Exercise prompt
Which lines in the records below contain the word "junctions"? Report each of them.

-------

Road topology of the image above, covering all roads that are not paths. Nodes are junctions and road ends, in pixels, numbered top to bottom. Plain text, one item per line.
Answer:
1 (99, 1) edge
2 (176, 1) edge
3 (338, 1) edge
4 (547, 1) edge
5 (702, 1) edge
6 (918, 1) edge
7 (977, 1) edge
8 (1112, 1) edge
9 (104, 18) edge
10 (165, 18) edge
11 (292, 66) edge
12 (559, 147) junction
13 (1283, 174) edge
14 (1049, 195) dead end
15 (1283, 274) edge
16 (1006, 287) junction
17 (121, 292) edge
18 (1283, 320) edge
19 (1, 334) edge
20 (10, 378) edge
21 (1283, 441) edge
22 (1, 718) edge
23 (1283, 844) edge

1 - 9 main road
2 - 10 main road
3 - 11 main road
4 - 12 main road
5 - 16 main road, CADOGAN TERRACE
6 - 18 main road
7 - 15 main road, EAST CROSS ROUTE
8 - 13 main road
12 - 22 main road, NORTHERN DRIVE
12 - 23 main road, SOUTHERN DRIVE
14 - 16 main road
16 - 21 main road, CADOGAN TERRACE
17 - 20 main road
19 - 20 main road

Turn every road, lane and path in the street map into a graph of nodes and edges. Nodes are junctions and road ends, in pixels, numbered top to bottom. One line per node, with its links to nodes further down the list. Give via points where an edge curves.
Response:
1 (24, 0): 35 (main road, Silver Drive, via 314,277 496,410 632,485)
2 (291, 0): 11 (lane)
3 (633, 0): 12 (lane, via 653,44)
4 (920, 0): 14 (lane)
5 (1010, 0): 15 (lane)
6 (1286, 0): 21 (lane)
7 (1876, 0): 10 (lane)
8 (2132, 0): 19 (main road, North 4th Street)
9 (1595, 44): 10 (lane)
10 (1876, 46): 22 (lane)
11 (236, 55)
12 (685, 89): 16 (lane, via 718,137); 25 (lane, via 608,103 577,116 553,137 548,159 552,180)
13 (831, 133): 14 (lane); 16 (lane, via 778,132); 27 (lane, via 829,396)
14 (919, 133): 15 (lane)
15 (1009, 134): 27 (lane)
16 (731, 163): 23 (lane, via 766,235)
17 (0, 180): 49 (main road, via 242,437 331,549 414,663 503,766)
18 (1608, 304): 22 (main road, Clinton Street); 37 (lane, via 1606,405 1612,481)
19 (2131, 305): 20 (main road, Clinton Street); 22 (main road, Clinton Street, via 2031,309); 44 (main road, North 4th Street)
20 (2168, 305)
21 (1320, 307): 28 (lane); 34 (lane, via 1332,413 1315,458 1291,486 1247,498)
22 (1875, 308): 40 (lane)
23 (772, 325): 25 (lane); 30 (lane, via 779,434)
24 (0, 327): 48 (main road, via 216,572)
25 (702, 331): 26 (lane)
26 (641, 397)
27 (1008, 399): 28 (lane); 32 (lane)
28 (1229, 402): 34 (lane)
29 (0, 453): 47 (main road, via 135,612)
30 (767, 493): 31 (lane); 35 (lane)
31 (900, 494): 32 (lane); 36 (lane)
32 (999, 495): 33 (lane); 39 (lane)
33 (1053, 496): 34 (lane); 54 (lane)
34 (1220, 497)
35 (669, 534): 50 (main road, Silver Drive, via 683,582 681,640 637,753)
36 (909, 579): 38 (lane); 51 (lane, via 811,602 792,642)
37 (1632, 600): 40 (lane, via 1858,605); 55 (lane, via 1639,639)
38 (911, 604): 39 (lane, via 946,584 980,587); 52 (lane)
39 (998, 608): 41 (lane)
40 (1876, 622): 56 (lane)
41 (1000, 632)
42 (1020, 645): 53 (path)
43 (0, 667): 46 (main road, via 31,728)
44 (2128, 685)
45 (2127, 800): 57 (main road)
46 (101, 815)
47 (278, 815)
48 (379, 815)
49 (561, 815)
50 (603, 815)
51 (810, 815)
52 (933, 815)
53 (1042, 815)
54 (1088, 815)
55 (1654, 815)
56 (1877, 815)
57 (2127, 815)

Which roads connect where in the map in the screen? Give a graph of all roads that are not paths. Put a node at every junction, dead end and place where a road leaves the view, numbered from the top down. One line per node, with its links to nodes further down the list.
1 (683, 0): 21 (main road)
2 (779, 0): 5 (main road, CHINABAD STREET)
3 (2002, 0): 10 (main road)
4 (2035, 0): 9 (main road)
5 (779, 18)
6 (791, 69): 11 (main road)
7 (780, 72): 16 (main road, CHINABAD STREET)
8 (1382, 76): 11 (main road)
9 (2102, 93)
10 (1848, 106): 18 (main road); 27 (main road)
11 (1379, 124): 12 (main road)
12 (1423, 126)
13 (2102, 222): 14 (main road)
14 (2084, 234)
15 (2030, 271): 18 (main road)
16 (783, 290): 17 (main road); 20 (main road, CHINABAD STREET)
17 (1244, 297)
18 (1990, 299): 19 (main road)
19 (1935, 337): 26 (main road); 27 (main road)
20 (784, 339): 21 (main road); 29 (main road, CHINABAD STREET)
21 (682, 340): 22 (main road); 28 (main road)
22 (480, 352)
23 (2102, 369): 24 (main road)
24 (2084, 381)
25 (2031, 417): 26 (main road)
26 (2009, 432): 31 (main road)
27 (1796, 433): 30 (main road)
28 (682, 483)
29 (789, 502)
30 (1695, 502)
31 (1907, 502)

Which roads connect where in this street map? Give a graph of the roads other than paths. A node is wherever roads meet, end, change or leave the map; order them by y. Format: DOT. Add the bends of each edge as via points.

-------

Result of the exercise
Road topology of the image above, covering all roads that are not paths. Nodes are junctions and road ends, in pixels, numbered top to bottom. Plain text, one item per line.
Turn every road, lane and path in the street map into a graph of nodes and edges. Nodes are junctions and road ends, in pixels, numbered top to bottom. One line per node, with its links to nodes further down the list. Give via points where an edge curves.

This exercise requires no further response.